*INSTRUCTIONS FOR THE TASK*
Copy out all of the entries below without any change.
--- START ---
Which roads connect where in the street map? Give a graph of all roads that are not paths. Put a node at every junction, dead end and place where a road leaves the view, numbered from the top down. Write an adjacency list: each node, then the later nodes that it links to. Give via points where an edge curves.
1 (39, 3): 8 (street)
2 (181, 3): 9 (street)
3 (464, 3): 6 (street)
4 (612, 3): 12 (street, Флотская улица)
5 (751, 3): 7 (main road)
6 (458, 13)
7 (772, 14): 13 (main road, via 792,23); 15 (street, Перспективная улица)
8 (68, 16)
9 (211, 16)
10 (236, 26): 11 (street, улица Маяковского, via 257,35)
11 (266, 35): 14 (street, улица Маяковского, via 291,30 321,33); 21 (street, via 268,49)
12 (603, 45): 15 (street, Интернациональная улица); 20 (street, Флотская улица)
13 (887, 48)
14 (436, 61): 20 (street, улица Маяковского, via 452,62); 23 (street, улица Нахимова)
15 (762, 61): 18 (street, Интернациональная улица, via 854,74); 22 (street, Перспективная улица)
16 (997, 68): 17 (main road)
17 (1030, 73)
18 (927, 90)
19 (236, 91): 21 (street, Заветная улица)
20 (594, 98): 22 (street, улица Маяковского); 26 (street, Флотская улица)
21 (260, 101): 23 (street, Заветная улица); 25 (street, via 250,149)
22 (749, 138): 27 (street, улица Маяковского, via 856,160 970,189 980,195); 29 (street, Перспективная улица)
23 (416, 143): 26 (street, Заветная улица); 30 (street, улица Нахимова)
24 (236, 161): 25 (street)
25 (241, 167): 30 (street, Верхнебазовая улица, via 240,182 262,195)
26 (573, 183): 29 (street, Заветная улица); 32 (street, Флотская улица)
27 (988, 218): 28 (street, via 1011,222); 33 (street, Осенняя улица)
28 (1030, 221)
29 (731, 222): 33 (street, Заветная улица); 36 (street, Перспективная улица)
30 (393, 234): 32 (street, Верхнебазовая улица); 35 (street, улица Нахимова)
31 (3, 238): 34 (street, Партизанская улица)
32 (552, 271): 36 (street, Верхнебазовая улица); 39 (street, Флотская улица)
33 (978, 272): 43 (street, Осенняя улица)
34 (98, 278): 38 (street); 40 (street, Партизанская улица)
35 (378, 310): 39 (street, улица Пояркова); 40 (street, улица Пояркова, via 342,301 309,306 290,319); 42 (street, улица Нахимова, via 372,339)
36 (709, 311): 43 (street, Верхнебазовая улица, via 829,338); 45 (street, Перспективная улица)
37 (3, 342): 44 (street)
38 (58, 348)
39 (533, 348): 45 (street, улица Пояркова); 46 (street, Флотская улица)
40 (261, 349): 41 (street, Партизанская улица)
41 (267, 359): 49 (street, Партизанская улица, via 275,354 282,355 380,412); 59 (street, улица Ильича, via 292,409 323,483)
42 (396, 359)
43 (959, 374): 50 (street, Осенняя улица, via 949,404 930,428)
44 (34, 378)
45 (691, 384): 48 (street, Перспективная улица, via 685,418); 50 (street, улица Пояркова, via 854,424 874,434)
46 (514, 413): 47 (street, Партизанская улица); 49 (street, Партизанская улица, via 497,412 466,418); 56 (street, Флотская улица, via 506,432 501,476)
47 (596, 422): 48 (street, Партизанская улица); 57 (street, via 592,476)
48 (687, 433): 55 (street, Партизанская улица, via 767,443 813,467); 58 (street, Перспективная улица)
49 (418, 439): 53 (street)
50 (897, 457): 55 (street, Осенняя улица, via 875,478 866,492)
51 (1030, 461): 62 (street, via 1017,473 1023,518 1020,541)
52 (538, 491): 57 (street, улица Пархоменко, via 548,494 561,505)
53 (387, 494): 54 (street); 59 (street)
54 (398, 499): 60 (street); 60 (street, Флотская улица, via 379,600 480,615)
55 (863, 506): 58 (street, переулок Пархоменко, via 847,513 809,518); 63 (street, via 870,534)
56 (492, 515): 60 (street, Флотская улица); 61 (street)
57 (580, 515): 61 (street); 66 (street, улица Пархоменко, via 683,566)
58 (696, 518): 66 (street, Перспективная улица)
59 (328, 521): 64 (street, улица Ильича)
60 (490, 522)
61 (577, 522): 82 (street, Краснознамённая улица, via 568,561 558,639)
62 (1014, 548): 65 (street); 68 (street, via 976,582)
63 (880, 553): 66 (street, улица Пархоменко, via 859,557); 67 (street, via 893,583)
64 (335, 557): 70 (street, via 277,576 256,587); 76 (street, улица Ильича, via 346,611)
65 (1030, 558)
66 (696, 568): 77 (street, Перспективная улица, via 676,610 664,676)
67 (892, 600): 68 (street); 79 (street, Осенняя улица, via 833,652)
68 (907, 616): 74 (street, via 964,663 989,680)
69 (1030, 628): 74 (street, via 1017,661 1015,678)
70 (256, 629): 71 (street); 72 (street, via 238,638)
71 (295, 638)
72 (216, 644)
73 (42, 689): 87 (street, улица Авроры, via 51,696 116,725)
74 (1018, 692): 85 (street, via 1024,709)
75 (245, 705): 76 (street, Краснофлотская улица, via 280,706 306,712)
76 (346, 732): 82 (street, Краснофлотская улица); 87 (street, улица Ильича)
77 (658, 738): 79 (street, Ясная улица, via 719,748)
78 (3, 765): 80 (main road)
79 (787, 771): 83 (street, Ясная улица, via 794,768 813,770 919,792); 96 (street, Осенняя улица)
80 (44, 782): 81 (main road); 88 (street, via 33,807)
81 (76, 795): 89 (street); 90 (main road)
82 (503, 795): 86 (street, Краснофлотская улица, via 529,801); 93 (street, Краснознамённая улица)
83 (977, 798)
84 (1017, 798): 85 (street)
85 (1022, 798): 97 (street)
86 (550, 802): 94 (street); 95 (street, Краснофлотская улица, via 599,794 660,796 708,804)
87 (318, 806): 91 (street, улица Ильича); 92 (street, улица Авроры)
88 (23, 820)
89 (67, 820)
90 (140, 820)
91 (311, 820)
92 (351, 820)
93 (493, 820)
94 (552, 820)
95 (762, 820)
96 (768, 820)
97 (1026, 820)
--- END ---
*ANSWER*
Which roads connect where in the street map? Give a graph of all roads that are not paths. Put a node at every junction, dead end and place where a road leaves the view, numbered from the top down. Write an adjacency list: each node, then the later nodes that it links to. Give via points where an edge curves.
1 (39, 3): 8 (street)
2 (181, 3): 9 (street)
3 (464, 3): 6 (street)
4 (612, 3): 12 (street, Флотская улица)
5 (751, 3): 7 (main road)
6 (458, 13)
7 (772, 14): 13 (main road, via 792,23); 15 (street, Перспективная улица)
8 (68, 16)
9 (211, 16)
10 (236, 26): 11 (street, улица Маяковского, via 257,35)
11 (266, 35): 14 (street, улица Маяковского, via 291,30 321,33); 21 (street, via 268,49)
12 (603, 45): 15 (street, Интернациональная улица); 20 (street, Флотская улица)
13 (887, 48)
14 (436, 61): 20 (street, улица Маяковского, via 452,62); 23 (street, улица Нахимова)
15 (762, 61): 18 (street, Интернациональная улица, via 854,74); 22 (street, Перспективная улица)
16 (997, 68): 17 (main road)
17 (1030, 73)
18 (927, 90)
19 (236, 91): 21 (street, Заветная улица)
20 (594, 98): 22 (street, улица Маяковского); 26 (street, Флотская улица)
21 (260, 101): 23 (street, Заветная улица); 25 (street, via 250,149)
22 (749, 138): 27 (street, улица Маяковского, via 856,160 970,189 980,195); 29 (street, Перспективная улица)
23 (416, 143): 26 (street, Заветная улица); 30 (street, улица Нахимова)
24 (236, 161): 25 (street)
25 (241, 167): 30 (street, Верхнебазовая улица, via 240,182 262,195)
26 (573, 183): 29 (street, Заветная улица); 32 (street, Флотская улица)
27 (988, 218): 28 (street, via 1011,222); 33 (street, Осенняя улица)
28 (1030, 221)
29 (731, 222): 33 (street, Заветная улица); 36 (street, Перспективная улица)
30 (393, 234): 32 (street, Верхнебазовая улица); 35 (street, улица Нахимова)
31 (3, 238): 34 (street, Партизанская улица)
32 (552, 271): 36 (street, Верхнебазовая улица); 39 (street, Флотская улица)
33 (978, 272): 43 (street, Осенняя улица)
34 (98, 278): 38 (street); 40 (street, Партизанская улица)
35 (378, 310): 39 (street, улица Пояркова); 40 (street, улица Пояркова, via 342,301 309,306 290,319); 42 (street, улица Нахимова, via 372,339)
36 (709, 311): 43 (street, Верхнебазовая улица, via 829,338); 45 (street, Перспективная улица)
37 (3, 342): 44 (street)
38 (58, 348)
39 (533, 348): 45 (street, улица Пояркова); 46 (street, Флотская улица)
40 (261, 349): 41 (street, Партизанская улица)
41 (267, 359): 49 (street, Партизанская улица, via 275,354 282,355 380,412); 59 (street, улица Ильича, via 292,409 323,483)
42 (396, 359)
43 (959, 374): 50 (street, Осенняя улица, via 949,404 930,428)
44 (34, 378)
45 (691, 384): 48 (street, Перспективная улица, via 685,418); 50 (street, улица Пояркова, via 854,424 874,434)
46 (514, 413): 47 (street, Партизанская улица); 49 (street, Партизанская улица, via 497,412 466,418); 56 (street, Флотская улица, via 506,432 501,476)
47 (596, 422): 48 (street, Партизанская улица); 57 (street, via 592,476)
48 (687, 433): 55 (street, Партизанская улица, via 767,443 813,467); 58 (street, Перспективная улица)
49 (418, 439): 53 (street)
50 (897, 457): 55 (street, Осенняя улица, via 875,478 866,492)
51 (1030, 461): 62 (street, via 1017,473 1023,518 1020,541)
52 (538, 491): 57 (street, улица Пархоменко, via 548,494 561,505)
53 (387, 494): 54 (street); 59 (street)
54 (398, 499): 60 (street); 60 (street, Флотская улица, via 379,600 480,615)
55 (863, 506): 58 (street, переулок Пархоменко, via 847,513 809,518); 63 (street, via 870,534)
56 (492, 515): 60 (street, Флотская улица); 61 (street)
57 (580, 515): 61 (street); 66 (street, улица Пархоменко, via 683,566)
58 (696, 518): 66 (street, Перспективная улица)
59 (328, 521): 64 (street, улица Ильича)
60 (490, 522)
61 (577, 522): 82 (street, Краснознамённая улица, via 568,561 558,639)
62 (1014, 548): 65 (street); 68 (street, via 976,582)
63 (880, 553): 66 (street, улица Пархоменко, via 859,557); 67 (street, via 893,583)
64 (335, 557): 70 (street, via 277,576 256,587); 76 (street, улица Ильича, via 346,611)
65 (1030, 558)
66 (696, 568): 77 (street, Перспективная улица, via 676,610 664,676)
67 (892, 600): 68 (street); 79 (street, Осенняя улица, via 833,652)
68 (907, 616): 74 (street, via 964,663 989,680)
69 (1030, 628): 74 (street, via 1017,661 1015,678)
70 (256, 629): 71 (street); 72 (street, via 238,638)
71 (295, 638)
72 (216, 644)
73 (42, 689): 87 (street, улица Авроры, via 51,696 116,725)
74 (1018, 692): 85 (street, via 1024,709)
75 (245, 705): 76 (street, Краснофлотская улица, via 280,706 306,712)
76 (346, 732): 82 (street, Краснофлотская улица); 87 (street, улица Ильича)
77 (658, 738): 79 (street, Ясная улица, via 719,748)
78 (3, 765): 80 (main road)
79 (787, 771): 83 (street, Ясная улица, via 794,768 813,770 919,792); 96 (street, Осенняя улица)
80 (44, 782): 81 (main road); 88 (street, via 33,807)
81 (76, 795): 89 (street); 90 (main road)
82 (503, 795): 86 (street, Краснофлотская улица, via 529,801); 93 (street, Краснознамённая улица)
83 (977, 798)
84 (1017, 798): 85 (street)
85 (1022, 798): 97 (street)
86 (550, 802): 94 (street); 95 (street, Краснофлотская улица, via 599,794 660,796 708,804)
87 (318, 806): 91 (street, улица Ильича); 92 (street, улица Авроры)
88 (23, 820)
89 (67, 820)
90 (140, 820)
91 (311, 820)
92 (351, 820)
93 (493, 820)
94 (552, 820)
95 (762, 820)
96 (768, 820)
97 (1026, 820)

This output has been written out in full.